** Opening Extracted data block **

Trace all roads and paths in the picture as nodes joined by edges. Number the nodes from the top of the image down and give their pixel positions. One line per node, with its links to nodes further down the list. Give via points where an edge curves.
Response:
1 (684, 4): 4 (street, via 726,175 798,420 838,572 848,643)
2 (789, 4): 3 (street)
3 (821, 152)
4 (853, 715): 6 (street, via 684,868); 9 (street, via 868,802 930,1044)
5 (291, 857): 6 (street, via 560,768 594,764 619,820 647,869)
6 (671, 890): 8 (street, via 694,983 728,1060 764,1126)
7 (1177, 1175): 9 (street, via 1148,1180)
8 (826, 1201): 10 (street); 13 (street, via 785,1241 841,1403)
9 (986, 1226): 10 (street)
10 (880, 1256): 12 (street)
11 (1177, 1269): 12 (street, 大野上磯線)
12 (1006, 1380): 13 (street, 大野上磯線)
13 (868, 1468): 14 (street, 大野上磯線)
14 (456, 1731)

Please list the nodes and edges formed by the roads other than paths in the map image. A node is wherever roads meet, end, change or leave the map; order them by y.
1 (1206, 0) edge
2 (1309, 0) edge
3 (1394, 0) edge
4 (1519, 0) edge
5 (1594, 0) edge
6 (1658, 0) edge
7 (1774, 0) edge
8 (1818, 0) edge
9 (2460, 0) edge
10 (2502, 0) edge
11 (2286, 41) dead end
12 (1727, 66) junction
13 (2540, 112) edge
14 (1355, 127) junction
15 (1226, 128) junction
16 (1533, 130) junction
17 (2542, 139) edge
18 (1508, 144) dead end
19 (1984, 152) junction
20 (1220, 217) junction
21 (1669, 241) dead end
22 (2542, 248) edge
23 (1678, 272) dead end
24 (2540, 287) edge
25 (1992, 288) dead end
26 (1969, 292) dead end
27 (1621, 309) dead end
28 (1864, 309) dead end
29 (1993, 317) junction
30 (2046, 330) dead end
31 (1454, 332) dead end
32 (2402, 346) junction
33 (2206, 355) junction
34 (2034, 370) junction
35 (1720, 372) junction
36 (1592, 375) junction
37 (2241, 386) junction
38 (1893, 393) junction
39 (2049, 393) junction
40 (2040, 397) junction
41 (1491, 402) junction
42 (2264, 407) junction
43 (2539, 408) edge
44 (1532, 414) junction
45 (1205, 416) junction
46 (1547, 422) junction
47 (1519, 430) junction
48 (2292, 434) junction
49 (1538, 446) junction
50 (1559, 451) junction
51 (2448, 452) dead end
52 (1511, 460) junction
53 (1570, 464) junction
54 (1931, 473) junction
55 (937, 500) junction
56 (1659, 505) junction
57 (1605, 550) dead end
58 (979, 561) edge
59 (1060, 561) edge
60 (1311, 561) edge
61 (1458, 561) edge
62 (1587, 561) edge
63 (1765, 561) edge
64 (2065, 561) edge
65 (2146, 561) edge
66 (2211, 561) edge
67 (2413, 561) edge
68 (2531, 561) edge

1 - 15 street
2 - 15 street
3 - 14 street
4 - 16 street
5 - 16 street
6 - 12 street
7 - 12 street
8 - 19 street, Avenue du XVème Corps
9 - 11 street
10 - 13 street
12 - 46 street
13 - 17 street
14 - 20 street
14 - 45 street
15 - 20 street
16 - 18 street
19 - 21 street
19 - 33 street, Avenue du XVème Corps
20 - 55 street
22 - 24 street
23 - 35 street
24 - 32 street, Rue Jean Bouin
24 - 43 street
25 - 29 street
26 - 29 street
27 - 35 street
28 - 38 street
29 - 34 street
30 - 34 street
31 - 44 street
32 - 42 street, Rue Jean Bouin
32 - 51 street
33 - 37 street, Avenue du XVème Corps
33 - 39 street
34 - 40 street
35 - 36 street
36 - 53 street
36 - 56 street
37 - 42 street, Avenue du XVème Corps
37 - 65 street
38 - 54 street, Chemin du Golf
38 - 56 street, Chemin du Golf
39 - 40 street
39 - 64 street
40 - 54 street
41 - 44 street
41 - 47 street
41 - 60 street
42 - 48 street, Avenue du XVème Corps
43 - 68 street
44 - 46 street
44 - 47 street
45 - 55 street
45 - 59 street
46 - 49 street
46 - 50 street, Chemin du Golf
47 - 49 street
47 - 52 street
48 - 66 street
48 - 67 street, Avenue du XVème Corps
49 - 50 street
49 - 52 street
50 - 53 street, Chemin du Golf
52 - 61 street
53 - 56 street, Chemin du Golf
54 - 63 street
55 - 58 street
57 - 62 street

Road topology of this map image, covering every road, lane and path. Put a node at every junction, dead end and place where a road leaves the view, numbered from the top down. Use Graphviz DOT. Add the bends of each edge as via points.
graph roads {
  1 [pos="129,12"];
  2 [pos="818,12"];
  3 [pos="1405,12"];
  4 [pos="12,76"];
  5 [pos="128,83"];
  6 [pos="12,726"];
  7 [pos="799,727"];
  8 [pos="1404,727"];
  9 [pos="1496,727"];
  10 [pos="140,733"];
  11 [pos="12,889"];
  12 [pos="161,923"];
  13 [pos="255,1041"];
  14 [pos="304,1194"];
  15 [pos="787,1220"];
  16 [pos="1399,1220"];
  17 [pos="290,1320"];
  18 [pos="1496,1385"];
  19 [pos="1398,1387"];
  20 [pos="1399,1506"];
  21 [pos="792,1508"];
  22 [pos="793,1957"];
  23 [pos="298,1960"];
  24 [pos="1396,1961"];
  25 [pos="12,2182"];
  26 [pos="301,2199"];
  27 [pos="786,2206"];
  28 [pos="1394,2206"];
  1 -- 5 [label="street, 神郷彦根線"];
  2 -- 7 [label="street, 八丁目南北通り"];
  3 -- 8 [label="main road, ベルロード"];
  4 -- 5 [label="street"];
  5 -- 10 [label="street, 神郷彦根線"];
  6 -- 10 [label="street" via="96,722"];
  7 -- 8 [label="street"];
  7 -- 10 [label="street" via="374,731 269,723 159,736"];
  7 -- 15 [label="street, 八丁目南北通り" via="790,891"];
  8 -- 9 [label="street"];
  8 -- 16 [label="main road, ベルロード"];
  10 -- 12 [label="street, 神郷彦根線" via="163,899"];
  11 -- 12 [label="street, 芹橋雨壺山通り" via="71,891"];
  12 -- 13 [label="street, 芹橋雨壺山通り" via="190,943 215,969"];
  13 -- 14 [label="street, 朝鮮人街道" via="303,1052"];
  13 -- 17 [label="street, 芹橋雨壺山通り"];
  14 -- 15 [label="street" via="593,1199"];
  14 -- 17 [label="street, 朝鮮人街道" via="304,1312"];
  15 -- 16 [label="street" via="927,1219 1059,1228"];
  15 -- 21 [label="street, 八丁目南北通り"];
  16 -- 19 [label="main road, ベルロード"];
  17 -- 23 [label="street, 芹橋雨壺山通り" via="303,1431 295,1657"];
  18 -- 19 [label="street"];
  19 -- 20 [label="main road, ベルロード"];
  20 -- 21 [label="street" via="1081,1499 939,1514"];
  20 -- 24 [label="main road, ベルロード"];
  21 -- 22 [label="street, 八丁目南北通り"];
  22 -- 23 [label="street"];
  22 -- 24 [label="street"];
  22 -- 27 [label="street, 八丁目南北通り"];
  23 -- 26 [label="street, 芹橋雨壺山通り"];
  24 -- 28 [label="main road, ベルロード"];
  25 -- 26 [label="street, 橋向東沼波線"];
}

** Closing Extracted data block **

Exercise goal:
From top to bottom, repeat the material above word for word.

Written response:
Trace all roads and paths in the picture as nodes joined by edges. Number the nodes from the top of the image down and give their pixel positions. One line per node, with its links to nodes further down the list. Give via points where an edge curves.
Response:
1 (684, 4): 4 (street, via 726,175 798,420 838,572 848,643)
2 (789, 4): 3 (street)
3 (821, 152)
4 (853, 715): 6 (street, via 684,868); 9 (street, via 868,802 930,1044)
5 (291, 857): 6 (street, via 560,768 594,764 619,820 647,869)
6 (671, 890): 8 (street, via 694,983 728,1060 764,1126)
7 (1177, 1175): 9 (street, via 1148,1180)
8 (826, 1201): 10 (street); 13 (street, via 785,1241 841,1403)
9 (986, 1226): 10 (street)
10 (880, 1256): 12 (street)
11 (1177, 1269): 12 (street, 大野上磯線)
12 (1006, 1380): 13 (street, 大野上磯線)
13 (868, 1468): 14 (street, 大野上磯線)
14 (456, 1731)

Please list the nodes and edges formed by the roads other than paths in the map image. A node is wherever roads meet, end, change or leave the map; order them by y.
1 (1206, 0) edge
2 (1309, 0) edge
3 (1394, 0) edge
4 (1519, 0) edge
5 (1594, 0) edge
6 (1658, 0) edge
7 (1774, 0) edge
8 (1818, 0) edge
9 (2460, 0) edge
10 (2502, 0) edge
11 (2286, 41) dead end
12 (1727, 66) junction
13 (2540, 112) edge
14 (1355, 127) junction
15 (1226, 128) junction
16 (1533, 130) junction
17 (2542, 139) edge
18 (1508, 144) dead end
19 (1984, 152) junction
20 (1220, 217) junction
21 (1669, 241) dead end
22 (2542, 248) edge
23 (1678, 272) dead end
24 (2540, 287) edge
25 (1992, 288) dead end
26 (1969, 292) dead end
27 (1621, 309) dead end
28 (1864, 309) dead end
29 (1993, 317) junction
30 (2046, 330) dead end
31 (1454, 332) dead end
32 (2402, 346) junction
33 (2206, 355) junction
34 (2034, 370) junction
35 (1720, 372) junction
36 (1592, 375) junction
37 (2241, 386) junction
38 (1893, 393) junction
39 (2049, 393) junction
40 (2040, 397) junction
41 (1491, 402) junction
42 (2264, 407) junction
43 (2539, 408) edge
44 (1532, 414) junction
45 (1205, 416) junction
46 (1547, 422) junction
47 (1519, 430) junction
48 (2292, 434) junction
49 (1538, 446) junction
50 (1559, 451) junction
51 (2448, 452) dead end
52 (1511, 460) junction
53 (1570, 464) junction
54 (1931, 473) junction
55 (937, 500) junction
56 (1659, 505) junction
57 (1605, 550) dead end
58 (979, 561) edge
59 (1060, 561) edge
60 (1311, 561) edge
61 (1458, 561) edge
62 (1587, 561) edge
63 (1765, 561) edge
64 (2065, 561) edge
65 (2146, 561) edge
66 (2211, 561) edge
67 (2413, 561) edge
68 (2531, 561) edge

1 - 15 street
2 - 15 street
3 - 14 street
4 - 16 street
5 - 16 street
6 - 12 street
7 - 12 street
8 - 19 street, Avenue du XVème Corps
9 - 11 street
10 - 13 street
12 - 46 street
13 - 17 street
14 - 20 street
14 - 45 street
15 - 20 street
16 - 18 street
19 - 21 street
19 - 33 street, Avenue du XVème Corps
20 - 55 street
22 - 24 street
23 - 35 street
24 - 32 street, Rue Jean Bouin
24 - 43 street
25 - 29 street
26 - 29 street
27 - 35 street
28 - 38 street
29 - 34 street
30 - 34 street
31 - 44 street
32 - 42 street, Rue Jean Bouin
32 - 51 street
33 - 37 street, Avenue du XVème Corps
33 - 39 street
34 - 40 street
35 - 36 street
36 - 53 street
36 - 56 street
37 - 42 street, Avenue du XVème Corps
37 - 65 street
38 - 54 street, Chemin du Golf
38 - 56 street, Chemin du Golf
39 - 40 street
39 - 64 street
40 - 54 street
41 - 44 street
41 - 47 street
41 - 60 street
42 - 48 street, Avenue du XVème Corps
43 - 68 street
44 - 46 street
44 - 47 street
45 - 55 street
45 - 59 street
46 - 49 street
46 - 50 street, Chemin du Golf
47 - 49 street
47 - 52 street
48 - 66 street
48 - 67 street, Avenue du XVème Corps
49 - 50 street
49 - 52 street
50 - 53 street, Chemin du Golf
52 - 61 street
53 - 56 street, Chemin du Golf
54 - 63 street
55 - 58 street
57 - 62 street

Road topology of this map image, covering every road, lane and path. Put a node at every junction, dead end and place where a road leaves the view, numbered from the top down. Use Graphviz DOT. Add the bends of each edge as via points.
graph roads {
  1 [pos="129,12"];
  2 [pos="818,12"];
  3 [pos="1405,12"];
  4 [pos="12,76"];
  5 [pos="128,83"];
  6 [pos="12,726"];
  7 [pos="799,727"];
  8 [pos="1404,727"];
  9 [pos="1496,727"];
  10 [pos="140,733"];
  11 [pos="12,889"];
  12 [pos="161,923"];
  13 [pos="255,1041"];
  14 [pos="304,1194"];
  15 [pos="787,1220"];
  16 [pos="1399,1220"];
  17 [pos="290,1320"];
  18 [pos="1496,1385"];
  19 [pos="1398,1387"];
  20 [pos="1399,1506"];
  21 [pos="792,1508"];
  22 [pos="793,1957"];
  23 [pos="298,1960"];
  24 [pos="1396,1961"];
  25 [pos="12,2182"];
  26 [pos="301,2199"];
  27 [pos="786,2206"];
  28 [pos="1394,2206"];
  1 -- 5 [label="street, 神郷彦根線"];
  2 -- 7 [label="street, 八丁目南北通り"];
  3 -- 8 [label="main road, ベルロード"];
  4 -- 5 [label="street"];
  5 -- 10 [label="street, 神郷彦根線"];
  6 -- 10 [label="street" via="96,722"];
  7 -- 8 [label="street"];
  7 -- 10 [label="street" via="374,731 269,723 159,736"];
  7 -- 15 [label="street, 八丁目南北通り" via="790,891"];
  8 -- 9 [label="street"];
  8 -- 16 [label="main road, ベルロード"];
  10 -- 12 [label="street, 神郷彦根線" via="163,899"];
  11 -- 12 [label="street, 芹橋雨壺山通り" via="71,891"];
  12 -- 13 [label="street, 芹橋雨壺山通り" via="190,943 215,969"];
  13 -- 14 [label="street, 朝鮮人街道" via="303,1052"];
  13 -- 17 [label="street, 芹橋雨壺山通り"];
  14 -- 15 [label="street" via="593,1199"];
  14 -- 17 [label="street, 朝鮮人街道" via="304,1312"];
  15 -- 16 [label="street" via="927,1219 1059,1228"];
  15 -- 21 [label="street, 八丁目南北通り"];
  16 -- 19 [label="main road, ベルロード"];
  17 -- 23 [label="street, 芹橋雨壺山通り" via="303,1431 295,1657"];
  18 -- 19 [label="street"];
  19 -- 20 [label="main road, ベルロード"];
  20 -- 21 [label="street" via="1081,1499 939,1514"];
  20 -- 24 [label="main road, ベルロード"];
  21 -- 22 [label="street, 八丁目南北通り"];
  22 -- 23 [label="street"];
  22 -- 24 [label="street"];
  22 -- 27 [label="street, 八丁目南北通り"];
  23 -- 26 [label="street, 芹橋雨壺山通り"];
  24 -- 28 [label="main road, ベルロード"];
  25 -- 26 [label="street, 橋向東沼波線"];
}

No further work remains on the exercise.